All three of these authors describe a discrepency between the reality and representation of war that disturbs them. Baudrillard dismisses the representation as entirely falsified, while Der Derian relishes in the hyper-real only to emphasize physical war in the end. One myth they all discuss is that of the "modern war", the sterile, appropriate killing that appears on our tv screens. In invoking an image of a clean Crusades, the American military presents a face of war that appears both ethically and traditionally sound. This modern, cyber-punk infused myth is as divorced from the experience of killing and death as a reading of the Illiad.
Baudrillard and Der Derian describe this falsification as a distinctly modern corruption. However, the distortion of information they describe as an artifice of modernity is very similar to Hedges’ description of the war myth. While it is true that modern mass media propagates war representations with more speed and immediacy than ever before possible, it is problematic to assume that information is received as more legitimate when it is displayed in high definition rather than represented in more traditional media. In understanding war reports as fundamentally mythic in nature Hedges avoids this static interpretation.
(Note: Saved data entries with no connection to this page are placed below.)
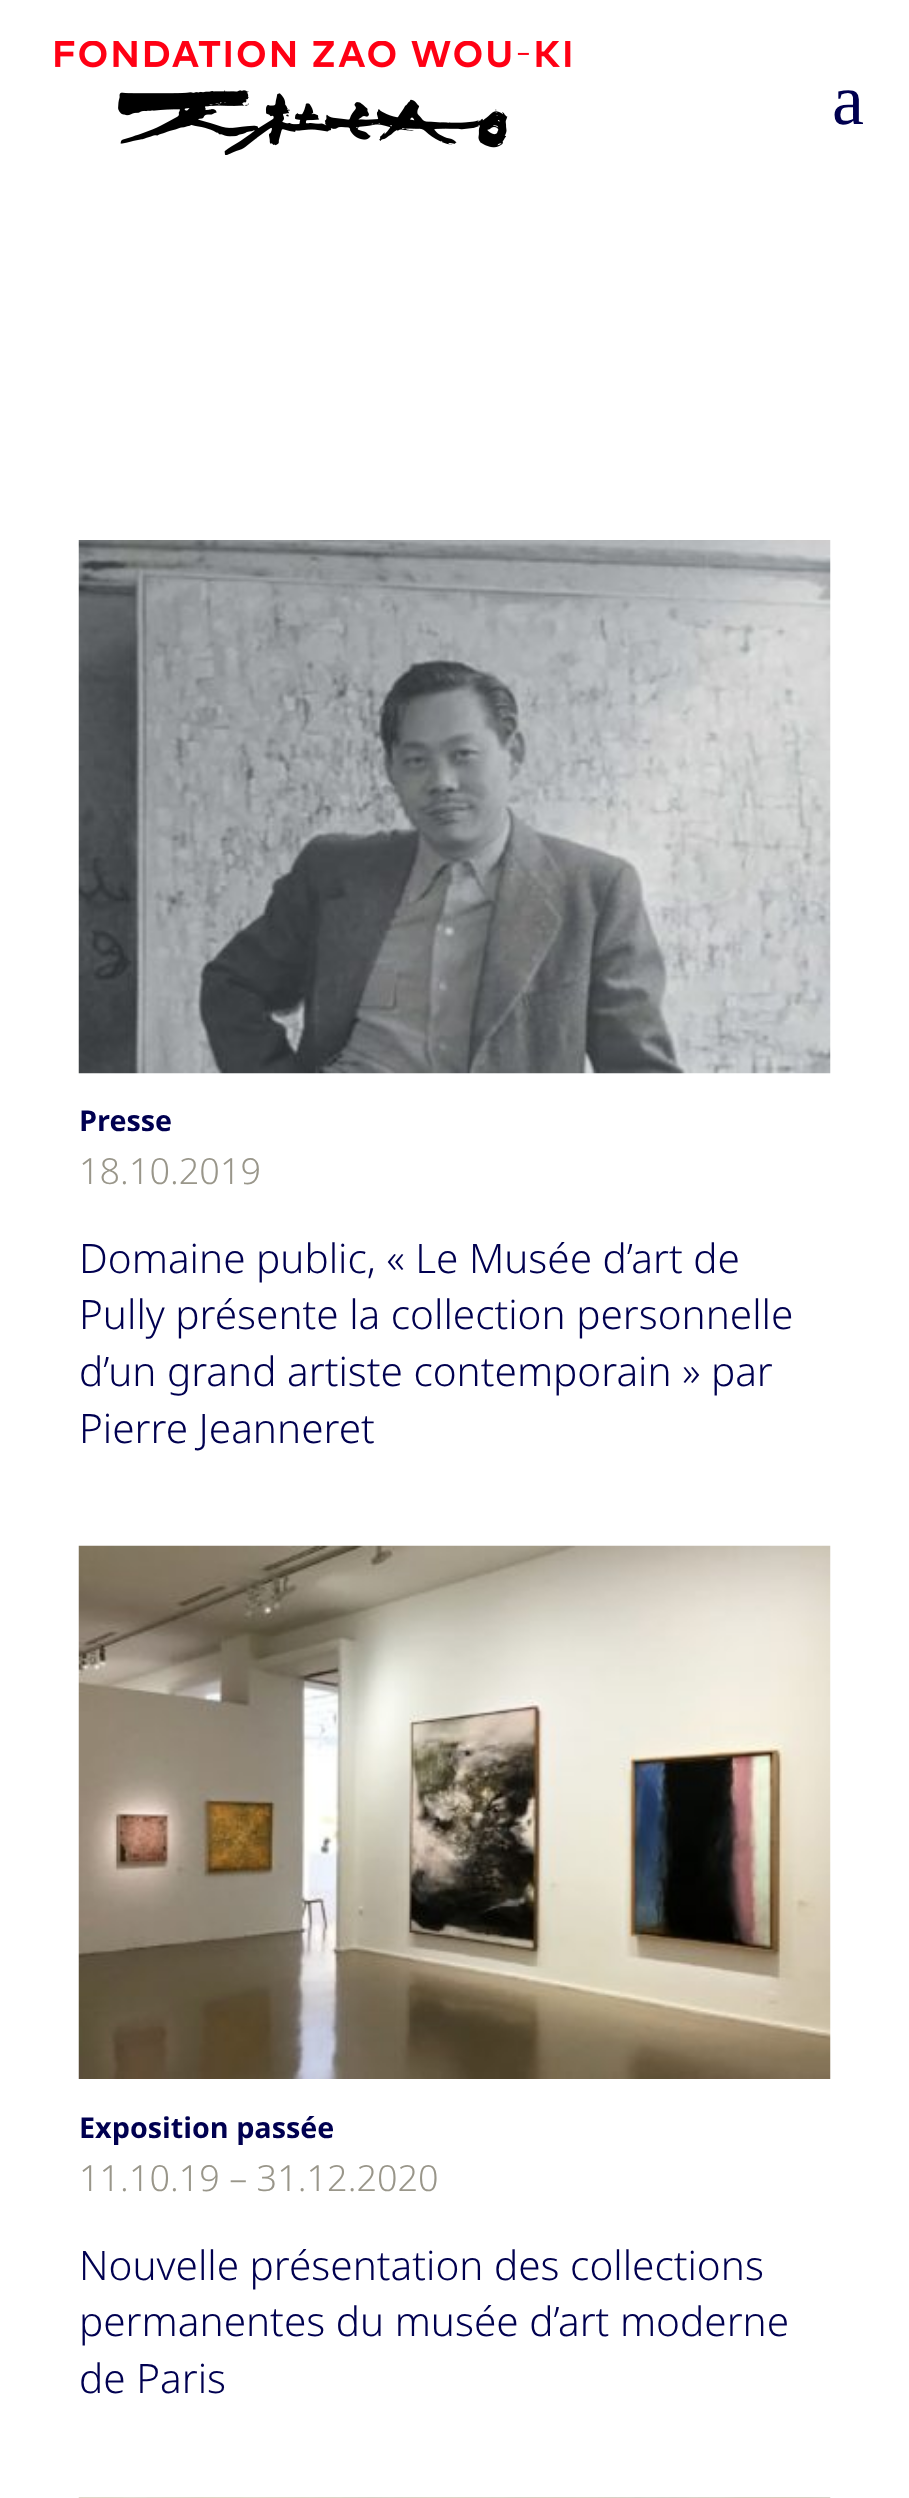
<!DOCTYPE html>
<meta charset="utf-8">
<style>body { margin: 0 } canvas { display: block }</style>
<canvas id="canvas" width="909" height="2498"></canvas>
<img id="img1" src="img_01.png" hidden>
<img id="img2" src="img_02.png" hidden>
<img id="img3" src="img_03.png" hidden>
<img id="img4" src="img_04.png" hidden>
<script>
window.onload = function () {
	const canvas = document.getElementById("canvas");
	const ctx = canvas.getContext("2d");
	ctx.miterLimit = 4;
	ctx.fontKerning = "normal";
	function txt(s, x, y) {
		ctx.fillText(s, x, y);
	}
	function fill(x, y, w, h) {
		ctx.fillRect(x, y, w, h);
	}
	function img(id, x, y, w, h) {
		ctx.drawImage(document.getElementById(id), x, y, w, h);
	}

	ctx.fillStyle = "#FFFFFF";
	fill(0, 0, 909, 2498);
	img("img1", 55, 41, 516, 114);
	img("img2", 78, 540, 753, 534);
	img("img3", 78, 1545, 753, 534);
	img("img4", 78, 2497, 753, 1);
	ctx.font = "72px Liberation Serif";
	ctx.fillStyle = "#000050";
	txt("a", 832, 124);
	ctx.font = "bold 28.75px Noto Sans";
	txt("Presse", 79, 1131);
	ctx.font = "300 36px Noto Sans";
	ctx.fillStyle = "#99968A";
	txt("18.10.2019", 79, 1184);
	ctx.font = "300 40.5px Noto Sans";
	ctx.fillStyle = "#000050";
	txt("Domaine public, « Le Musée d’art de", 79, 1273);
	txt("Pully présente la collection personnelle", 79, 1329);
	txt("d’un grand artiste contemporain » par", 79, 1386);
	txt("Pierre Jeanneret", 79, 1443);
	ctx.font = "bold 28.75px Noto Sans";
	txt("Exposition passée", 79, 2138);
	ctx.font = "300 36px Noto Sans";
	ctx.fillStyle = "#99968A";
	txt("11.10.19 – 31.12.2020", 79, 2191);
	ctx.font = "300 40.5px Noto Sans";
	ctx.fillStyle = "#000050";
	txt("Nouvelle présentation des collections", 79, 2280);
	txt("permanentes du musée d’art moderne", 79, 2336);
	txt("de Paris", 79, 2393);
};
</script>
He assigns the point of corruption with the very act of repackaging war rather than with the era-specific package.
Now that the current administration is accusing naysayers of "rewriting history", the role of breaking news in reality construction has never been more pertinent. Americans traditionally place the ideals of news and history as more reliable and legitimate than mythology or folklore, but if myth inspires the narrative of war coverage and 'history' is considered to be written in real-time, the influence of pre-packaged narratives becomes more potent. Reporting a mythologically-inspired story is like tracing against a template, it is difficult to color outside the lines and the results are pre-determined. Nobody roots against Hrothgar, Odysseus, or James Bond.